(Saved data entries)
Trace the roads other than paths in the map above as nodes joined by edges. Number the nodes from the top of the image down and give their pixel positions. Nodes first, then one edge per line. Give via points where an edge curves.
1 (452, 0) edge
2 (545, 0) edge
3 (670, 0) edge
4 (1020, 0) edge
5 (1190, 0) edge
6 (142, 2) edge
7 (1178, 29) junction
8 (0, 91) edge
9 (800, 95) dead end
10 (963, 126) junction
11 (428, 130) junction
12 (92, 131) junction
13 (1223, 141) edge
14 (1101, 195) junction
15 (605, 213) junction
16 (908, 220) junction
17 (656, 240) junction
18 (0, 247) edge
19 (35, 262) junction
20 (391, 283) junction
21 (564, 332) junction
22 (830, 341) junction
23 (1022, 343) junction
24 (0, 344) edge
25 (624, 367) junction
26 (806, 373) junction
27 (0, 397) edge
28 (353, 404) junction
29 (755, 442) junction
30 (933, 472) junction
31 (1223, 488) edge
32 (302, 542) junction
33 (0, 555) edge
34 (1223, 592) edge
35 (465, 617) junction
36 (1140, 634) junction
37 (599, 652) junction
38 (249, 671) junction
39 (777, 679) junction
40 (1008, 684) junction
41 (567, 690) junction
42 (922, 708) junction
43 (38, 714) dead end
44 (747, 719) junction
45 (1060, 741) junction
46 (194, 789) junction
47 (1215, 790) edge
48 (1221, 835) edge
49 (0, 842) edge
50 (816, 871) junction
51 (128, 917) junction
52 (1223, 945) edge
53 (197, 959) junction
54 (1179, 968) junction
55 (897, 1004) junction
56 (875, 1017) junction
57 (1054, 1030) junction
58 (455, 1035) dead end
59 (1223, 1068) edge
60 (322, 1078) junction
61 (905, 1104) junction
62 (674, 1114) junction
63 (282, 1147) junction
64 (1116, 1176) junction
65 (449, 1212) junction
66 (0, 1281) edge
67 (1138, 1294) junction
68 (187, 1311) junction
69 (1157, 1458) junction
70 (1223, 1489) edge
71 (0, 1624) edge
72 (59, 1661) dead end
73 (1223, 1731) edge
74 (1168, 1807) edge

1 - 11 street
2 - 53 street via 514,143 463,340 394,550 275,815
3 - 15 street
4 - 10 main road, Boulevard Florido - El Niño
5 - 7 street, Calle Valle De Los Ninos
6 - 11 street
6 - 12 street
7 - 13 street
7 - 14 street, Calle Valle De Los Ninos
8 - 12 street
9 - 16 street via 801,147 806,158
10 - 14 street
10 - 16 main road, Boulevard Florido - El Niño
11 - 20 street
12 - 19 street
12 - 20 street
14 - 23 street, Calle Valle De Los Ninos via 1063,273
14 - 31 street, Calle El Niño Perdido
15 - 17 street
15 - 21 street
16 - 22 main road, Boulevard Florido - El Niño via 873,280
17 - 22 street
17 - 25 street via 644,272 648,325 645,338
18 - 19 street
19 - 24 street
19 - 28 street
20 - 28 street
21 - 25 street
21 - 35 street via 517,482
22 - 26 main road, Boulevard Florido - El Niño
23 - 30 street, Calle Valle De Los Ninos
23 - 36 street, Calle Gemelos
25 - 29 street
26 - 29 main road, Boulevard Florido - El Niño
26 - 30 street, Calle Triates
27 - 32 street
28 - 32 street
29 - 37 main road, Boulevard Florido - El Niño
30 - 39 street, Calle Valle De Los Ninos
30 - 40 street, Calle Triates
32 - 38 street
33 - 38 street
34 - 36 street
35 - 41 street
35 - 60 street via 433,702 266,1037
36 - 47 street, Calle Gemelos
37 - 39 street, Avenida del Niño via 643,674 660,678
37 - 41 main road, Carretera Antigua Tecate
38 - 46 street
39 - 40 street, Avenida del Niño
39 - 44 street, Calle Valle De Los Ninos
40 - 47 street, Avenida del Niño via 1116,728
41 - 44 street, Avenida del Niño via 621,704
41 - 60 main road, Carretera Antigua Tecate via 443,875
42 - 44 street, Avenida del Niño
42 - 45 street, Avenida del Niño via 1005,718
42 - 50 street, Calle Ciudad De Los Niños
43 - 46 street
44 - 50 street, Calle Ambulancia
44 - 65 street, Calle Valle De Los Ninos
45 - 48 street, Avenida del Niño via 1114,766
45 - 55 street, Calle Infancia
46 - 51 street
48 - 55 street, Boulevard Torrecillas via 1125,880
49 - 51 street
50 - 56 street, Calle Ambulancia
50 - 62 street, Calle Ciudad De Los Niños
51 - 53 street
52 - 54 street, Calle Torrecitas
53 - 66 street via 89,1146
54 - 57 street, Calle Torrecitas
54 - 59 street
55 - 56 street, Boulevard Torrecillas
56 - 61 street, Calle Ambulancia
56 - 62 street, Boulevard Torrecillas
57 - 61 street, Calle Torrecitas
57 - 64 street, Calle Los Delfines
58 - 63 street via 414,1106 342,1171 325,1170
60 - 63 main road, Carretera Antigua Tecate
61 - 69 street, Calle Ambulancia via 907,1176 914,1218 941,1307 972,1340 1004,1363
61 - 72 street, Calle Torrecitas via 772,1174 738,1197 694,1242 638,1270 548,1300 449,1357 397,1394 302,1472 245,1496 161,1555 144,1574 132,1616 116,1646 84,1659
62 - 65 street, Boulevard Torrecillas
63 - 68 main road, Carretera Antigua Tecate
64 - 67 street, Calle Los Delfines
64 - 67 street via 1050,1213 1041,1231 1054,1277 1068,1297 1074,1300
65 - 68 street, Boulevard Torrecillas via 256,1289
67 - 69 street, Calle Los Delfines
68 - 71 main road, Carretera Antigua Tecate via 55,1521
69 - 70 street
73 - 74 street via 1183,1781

## Exercise goal
Every record, from top to bottom, must be transcribed exactly.

## Exercise answer
Trace the roads other than paths in the map above as nodes joined by edges. Number the nodes from the top of the image down and give their pixel positions. Nodes first, then one edge per line. Give via points where an edge curves.
1 (452, 0) edge
2 (545, 0) edge
3 (670, 0) edge
4 (1020, 0) edge
5 (1190, 0) edge
6 (142, 2) edge
7 (1178, 29) junction
8 (0, 91) edge
9 (800, 95) dead end
10 (963, 126) junction
11 (428, 130) junction
12 (92, 131) junction
13 (1223, 141) edge
14 (1101, 195) junction
15 (605, 213) junction
16 (908, 220) junction
17 (656, 240) junction
18 (0, 247) edge
19 (35, 262) junction
20 (391, 283) junction
21 (564, 332) junction
22 (830, 341) junction
23 (1022, 343) junction
24 (0, 344) edge
25 (624, 367) junction
26 (806, 373) junction
27 (0, 397) edge
28 (353, 404) junction
29 (755, 442) junction
30 (933, 472) junction
31 (1223, 488) edge
32 (302, 542) junction
33 (0, 555) edge
34 (1223, 592) edge
35 (465, 617) junction
36 (1140, 634) junction
37 (599, 652) junction
38 (249, 671) junction
39 (777, 679) junction
40 (1008, 684) junction
41 (567, 690) junction
42 (922, 708) junction
43 (38, 714) dead end
44 (747, 719) junction
45 (1060, 741) junction
46 (194, 789) junction
47 (1215, 790) edge
48 (1221, 835) edge
49 (0, 842) edge
50 (816, 871) junction
51 (128, 917) junction
52 (1223, 945) edge
53 (197, 959) junction
54 (1179, 968) junction
55 (897, 1004) junction
56 (875, 1017) junction
57 (1054, 1030) junction
58 (455, 1035) dead end
59 (1223, 1068) edge
60 (322, 1078) junction
61 (905, 1104) junction
62 (674, 1114) junction
63 (282, 1147) junction
64 (1116, 1176) junction
65 (449, 1212) junction
66 (0, 1281) edge
67 (1138, 1294) junction
68 (187, 1311) junction
69 (1157, 1458) junction
70 (1223, 1489) edge
71 (0, 1624) edge
72 (59, 1661) dead end
73 (1223, 1731) edge
74 (1168, 1807) edge

1 - 11 street
2 - 53 street via 514,143 463,340 394,550 275,815
3 - 15 street
4 - 10 main road, Boulevard Florido - El Niño
5 - 7 street, Calle Valle De Los Ninos
6 - 11 street
6 - 12 street
7 - 13 street
7 - 14 street, Calle Valle De Los Ninos
8 - 12 street
9 - 16 street via 801,147 806,158
10 - 14 street
10 - 16 main road, Boulevard Florido - El Niño
11 - 20 street
12 - 19 street
12 - 20 street
14 - 23 street, Calle Valle De Los Ninos via 1063,273
14 - 31 street, Calle El Niño Perdido
15 - 17 street
15 - 21 street
16 - 22 main road, Boulevard Florido - El Niño via 873,280
17 - 22 street
17 - 25 street via 644,272 648,325 645,338
18 - 19 street
19 - 24 street
19 - 28 street
20 - 28 street
21 - 25 street
21 - 35 street via 517,482
22 - 26 main road, Boulevard Florido - El Niño
23 - 30 street, Calle Valle De Los Ninos
23 - 36 street, Calle Gemelos
25 - 29 street
26 - 29 main road, Boulevard Florido - El Niño
26 - 30 street, Calle Triates
27 - 32 street
28 - 32 street
29 - 37 main road, Boulevard Florido - El Niño
30 - 39 street, Calle Valle De Los Ninos
30 - 40 street, Calle Triates
32 - 38 street
33 - 38 street
34 - 36 street
35 - 41 street
35 - 60 street via 433,702 266,1037
36 - 47 street, Calle Gemelos
37 - 39 street, Avenida del Niño via 643,674 660,678
37 - 41 main road, Carretera Antigua Tecate
38 - 46 street
39 - 40 street, Avenida del Niño
39 - 44 street, Calle Valle De Los Ninos
40 - 47 street, Avenida del Niño via 1116,728
41 - 44 street, Avenida del Niño via 621,704
41 - 60 main road, Carretera Antigua Tecate via 443,875
42 - 44 street, Avenida del Niño
42 - 45 street, Avenida del Niño via 1005,718
42 - 50 street, Calle Ciudad De Los Niños
43 - 46 street
44 - 50 street, Calle Ambulancia
44 - 65 street, Calle Valle De Los Ninos
45 - 48 street, Avenida del Niño via 1114,766
45 - 55 street, Calle Infancia
46 - 51 street
48 - 55 street, Boulevard Torrecillas via 1125,880
49 - 51 street
50 - 56 street, Calle Ambulancia
50 - 62 street, Calle Ciudad De Los Niños
51 - 53 street
52 - 54 street, Calle Torrecitas
53 - 66 street via 89,1146
54 - 57 street, Calle Torrecitas
54 - 59 street
55 - 56 street, Boulevard Torrecillas
56 - 61 street, Calle Ambulancia
56 - 62 street, Boulevard Torrecillas
57 - 61 street, Calle Torrecitas
57 - 64 street, Calle Los Delfines
58 - 63 street via 414,1106 342,1171 325,1170
60 - 63 main road, Carretera Antigua Tecate
61 - 69 street, Calle Ambulancia via 907,1176 914,1218 941,1307 972,1340 1004,1363
61 - 72 street, Calle Torrecitas via 772,1174 738,1197 694,1242 638,1270 548,1300 449,1357 397,1394 302,1472 245,1496 161,1555 144,1574 132,1616 116,1646 84,1659
62 - 65 street, Boulevard Torrecillas
63 - 68 main road, Carretera Antigua Tecate
64 - 67 street, Calle Los Delfines
64 - 67 street via 1050,1213 1041,1231 1054,1277 1068,1297 1074,1300
65 - 68 street, Boulevard Torrecillas via 256,1289
67 - 69 street, Calle Los Delfines
68 - 71 main road, Carretera Antigua Tecate via 55,1521
69 - 70 street
73 - 74 street via 1183,1781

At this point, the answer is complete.